WORK TO BE COMPLETED:
Please reproduce the listing in its entirety, exactly as shown.

GIVEN INFORMATION:
--------------------------------------------------

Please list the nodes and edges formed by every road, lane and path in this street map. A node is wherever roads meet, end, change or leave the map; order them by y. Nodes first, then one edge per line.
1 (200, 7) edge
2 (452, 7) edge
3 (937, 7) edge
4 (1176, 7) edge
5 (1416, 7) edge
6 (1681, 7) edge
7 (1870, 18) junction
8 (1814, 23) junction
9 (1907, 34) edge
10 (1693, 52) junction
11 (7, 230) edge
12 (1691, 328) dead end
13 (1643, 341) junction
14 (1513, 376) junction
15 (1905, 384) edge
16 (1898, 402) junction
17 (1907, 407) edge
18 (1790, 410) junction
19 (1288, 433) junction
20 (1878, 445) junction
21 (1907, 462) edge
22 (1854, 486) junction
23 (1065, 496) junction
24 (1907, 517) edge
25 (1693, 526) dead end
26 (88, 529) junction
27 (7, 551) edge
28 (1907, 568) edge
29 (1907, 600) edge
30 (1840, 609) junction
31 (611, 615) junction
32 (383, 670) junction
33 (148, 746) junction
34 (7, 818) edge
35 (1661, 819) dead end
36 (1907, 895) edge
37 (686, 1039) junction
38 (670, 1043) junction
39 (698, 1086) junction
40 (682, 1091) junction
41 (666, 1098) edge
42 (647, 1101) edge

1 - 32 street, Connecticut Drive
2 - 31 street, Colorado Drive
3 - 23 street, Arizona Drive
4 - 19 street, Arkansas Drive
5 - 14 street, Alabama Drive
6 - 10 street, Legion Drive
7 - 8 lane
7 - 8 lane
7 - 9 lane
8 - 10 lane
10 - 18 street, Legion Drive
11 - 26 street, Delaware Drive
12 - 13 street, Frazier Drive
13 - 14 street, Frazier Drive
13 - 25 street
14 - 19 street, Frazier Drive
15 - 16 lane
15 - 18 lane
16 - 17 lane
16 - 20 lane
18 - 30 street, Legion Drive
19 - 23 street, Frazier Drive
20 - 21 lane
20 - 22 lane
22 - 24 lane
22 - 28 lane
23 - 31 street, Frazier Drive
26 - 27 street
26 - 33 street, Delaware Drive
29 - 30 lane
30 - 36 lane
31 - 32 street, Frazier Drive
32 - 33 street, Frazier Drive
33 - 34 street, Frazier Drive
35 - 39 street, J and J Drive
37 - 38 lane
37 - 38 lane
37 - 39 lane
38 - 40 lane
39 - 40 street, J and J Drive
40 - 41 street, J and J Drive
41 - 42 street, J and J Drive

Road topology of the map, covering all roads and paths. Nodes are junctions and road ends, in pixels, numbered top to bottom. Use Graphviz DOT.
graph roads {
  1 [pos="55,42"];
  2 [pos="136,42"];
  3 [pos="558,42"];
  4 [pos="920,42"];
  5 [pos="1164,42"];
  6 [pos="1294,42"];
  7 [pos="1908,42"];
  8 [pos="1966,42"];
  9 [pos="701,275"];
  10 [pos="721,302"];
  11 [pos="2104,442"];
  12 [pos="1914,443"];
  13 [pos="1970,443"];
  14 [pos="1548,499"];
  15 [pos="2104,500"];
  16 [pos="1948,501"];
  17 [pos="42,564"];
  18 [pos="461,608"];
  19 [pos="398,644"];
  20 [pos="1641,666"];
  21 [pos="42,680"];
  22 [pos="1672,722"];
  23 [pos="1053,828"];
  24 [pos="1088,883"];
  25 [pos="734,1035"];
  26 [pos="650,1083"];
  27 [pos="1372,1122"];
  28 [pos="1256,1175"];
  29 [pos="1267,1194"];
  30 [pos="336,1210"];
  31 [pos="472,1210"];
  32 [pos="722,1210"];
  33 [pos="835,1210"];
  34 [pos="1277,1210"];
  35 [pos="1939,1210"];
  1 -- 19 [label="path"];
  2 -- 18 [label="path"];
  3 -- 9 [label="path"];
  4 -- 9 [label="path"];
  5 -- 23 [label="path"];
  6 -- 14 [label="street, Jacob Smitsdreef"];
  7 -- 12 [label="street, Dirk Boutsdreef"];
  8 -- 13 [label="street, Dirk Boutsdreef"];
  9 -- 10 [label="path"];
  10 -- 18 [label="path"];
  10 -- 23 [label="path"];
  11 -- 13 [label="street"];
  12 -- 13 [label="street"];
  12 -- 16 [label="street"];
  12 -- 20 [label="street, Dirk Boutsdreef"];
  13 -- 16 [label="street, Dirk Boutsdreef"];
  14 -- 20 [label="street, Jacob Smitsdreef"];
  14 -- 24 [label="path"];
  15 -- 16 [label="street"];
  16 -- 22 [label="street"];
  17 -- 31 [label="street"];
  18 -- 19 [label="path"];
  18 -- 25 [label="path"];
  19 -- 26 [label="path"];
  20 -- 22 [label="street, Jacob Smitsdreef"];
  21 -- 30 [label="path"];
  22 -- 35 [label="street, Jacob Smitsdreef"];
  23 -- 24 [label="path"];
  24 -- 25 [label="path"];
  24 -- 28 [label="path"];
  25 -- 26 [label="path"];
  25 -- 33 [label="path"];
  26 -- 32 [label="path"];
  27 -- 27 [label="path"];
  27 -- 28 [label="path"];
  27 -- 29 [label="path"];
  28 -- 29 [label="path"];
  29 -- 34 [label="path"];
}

--------------------------------------------------

SOLUTION FOR THIS TASK:
Please list the nodes and edges formed by every road, lane and path in this street map. A node is wherever roads meet, end, change or leave the map; order them by y. Nodes first, then one edge per line.
1 (200, 7) edge
2 (452, 7) edge
3 (937, 7) edge
4 (1176, 7) edge
5 (1416, 7) edge
6 (1681, 7) edge
7 (1870, 18) junction
8 (1814, 23) junction
9 (1907, 34) edge
10 (1693, 52) junction
11 (7, 230) edge
12 (1691, 328) dead end
13 (1643, 341) junction
14 (1513, 376) junction
15 (1905, 384) edge
16 (1898, 402) junction
17 (1907, 407) edge
18 (1790, 410) junction
19 (1288, 433) junction
20 (1878, 445) junction
21 (1907, 462) edge
22 (1854, 486) junction
23 (1065, 496) junction
24 (1907, 517) edge
25 (1693, 526) dead end
26 (88, 529) junction
27 (7, 551) edge
28 (1907, 568) edge
29 (1907, 600) edge
30 (1840, 609) junction
31 (611, 615) junction
32 (383, 670) junction
33 (148, 746) junction
34 (7, 818) edge
35 (1661, 819) dead end
36 (1907, 895) edge
37 (686, 1039) junction
38 (670, 1043) junction
39 (698, 1086) junction
40 (682, 1091) junction
41 (666, 1098) edge
42 (647, 1101) edge

1 - 32 street, Connecticut Drive
2 - 31 street, Colorado Drive
3 - 23 street, Arizona Drive
4 - 19 street, Arkansas Drive
5 - 14 street, Alabama Drive
6 - 10 street, Legion Drive
7 - 8 lane
7 - 8 lane
7 - 9 lane
8 - 10 lane
10 - 18 street, Legion Drive
11 - 26 street, Delaware Drive
12 - 13 street, Frazier Drive
13 - 14 street, Frazier Drive
13 - 25 street
14 - 19 street, Frazier Drive
15 - 16 lane
15 - 18 lane
16 - 17 lane
16 - 20 lane
18 - 30 street, Legion Drive
19 - 23 street, Frazier Drive
20 - 21 lane
20 - 22 lane
22 - 24 lane
22 - 28 lane
23 - 31 street, Frazier Drive
26 - 27 street
26 - 33 street, Delaware Drive
29 - 30 lane
30 - 36 lane
31 - 32 street, Frazier Drive
32 - 33 street, Frazier Drive
33 - 34 street, Frazier Drive
35 - 39 street, J and J Drive
37 - 38 lane
37 - 38 lane
37 - 39 lane
38 - 40 lane
39 - 40 street, J and J Drive
40 - 41 street, J and J Drive
41 - 42 street, J and J Drive

Road topology of the map, covering all roads and paths. Nodes are junctions and road ends, in pixels, numbered top to bottom. Use Graphviz DOT.
graph roads {
  1 [pos="55,42"];
  2 [pos="136,42"];
  3 [pos="558,42"];
  4 [pos="920,42"];
  5 [pos="1164,42"];
  6 [pos="1294,42"];
  7 [pos="1908,42"];
  8 [pos="1966,42"];
  9 [pos="701,275"];
  10 [pos="721,302"];
  11 [pos="2104,442"];
  12 [pos="1914,443"];
  13 [pos="1970,443"];
  14 [pos="1548,499"];
  15 [pos="2104,500"];
  16 [pos="1948,501"];
  17 [pos="42,564"];
  18 [pos="461,608"];
  19 [pos="398,644"];
  20 [pos="1641,666"];
  21 [pos="42,680"];
  22 [pos="1672,722"];
  23 [pos="1053,828"];
  24 [pos="1088,883"];
  25 [pos="734,1035"];
  26 [pos="650,1083"];
  27 [pos="1372,1122"];
  28 [pos="1256,1175"];
  29 [pos="1267,1194"];
  30 [pos="336,1210"];
  31 [pos="472,1210"];
  32 [pos="722,1210"];
  33 [pos="835,1210"];
  34 [pos="1277,1210"];
  35 [pos="1939,1210"];
  1 -- 19 [label="path"];
  2 -- 18 [label="path"];
  3 -- 9 [label="path"];
  4 -- 9 [label="path"];
  5 -- 23 [label="path"];
  6 -- 14 [label="street, Jacob Smitsdreef"];
  7 -- 12 [label="street, Dirk Boutsdreef"];
  8 -- 13 [label="street, Dirk Boutsdreef"];
  9 -- 10 [label="path"];
  10 -- 18 [label="path"];
  10 -- 23 [label="path"];
  11 -- 13 [label="street"];
  12 -- 13 [label="street"];
  12 -- 16 [label="street"];
  12 -- 20 [label="street, Dirk Boutsdreef"];
  13 -- 16 [label="street, Dirk Boutsdreef"];
  14 -- 20 [label="street, Jacob Smitsdreef"];
  14 -- 24 [label="path"];
  15 -- 16 [label="street"];
  16 -- 22 [label="street"];
  17 -- 31 [label="street"];
  18 -- 19 [label="path"];
  18 -- 25 [label="path"];
  19 -- 26 [label="path"];
  20 -- 22 [label="street, Jacob Smitsdreef"];
  21 -- 30 [label="path"];
  22 -- 35 [label="street, Jacob Smitsdreef"];
  23 -- 24 [label="path"];
  24 -- 25 [label="path"];
  24 -- 28 [label="path"];
  25 -- 26 [label="path"];
  25 -- 33 [label="path"];
  26 -- 32 [label="path"];
  27 -- 27 [label="path"];
  27 -- 28 [label="path"];
  27 -- 29 [label="path"];
  28 -- 29 [label="path"];
  29 -- 34 [label="path"];
}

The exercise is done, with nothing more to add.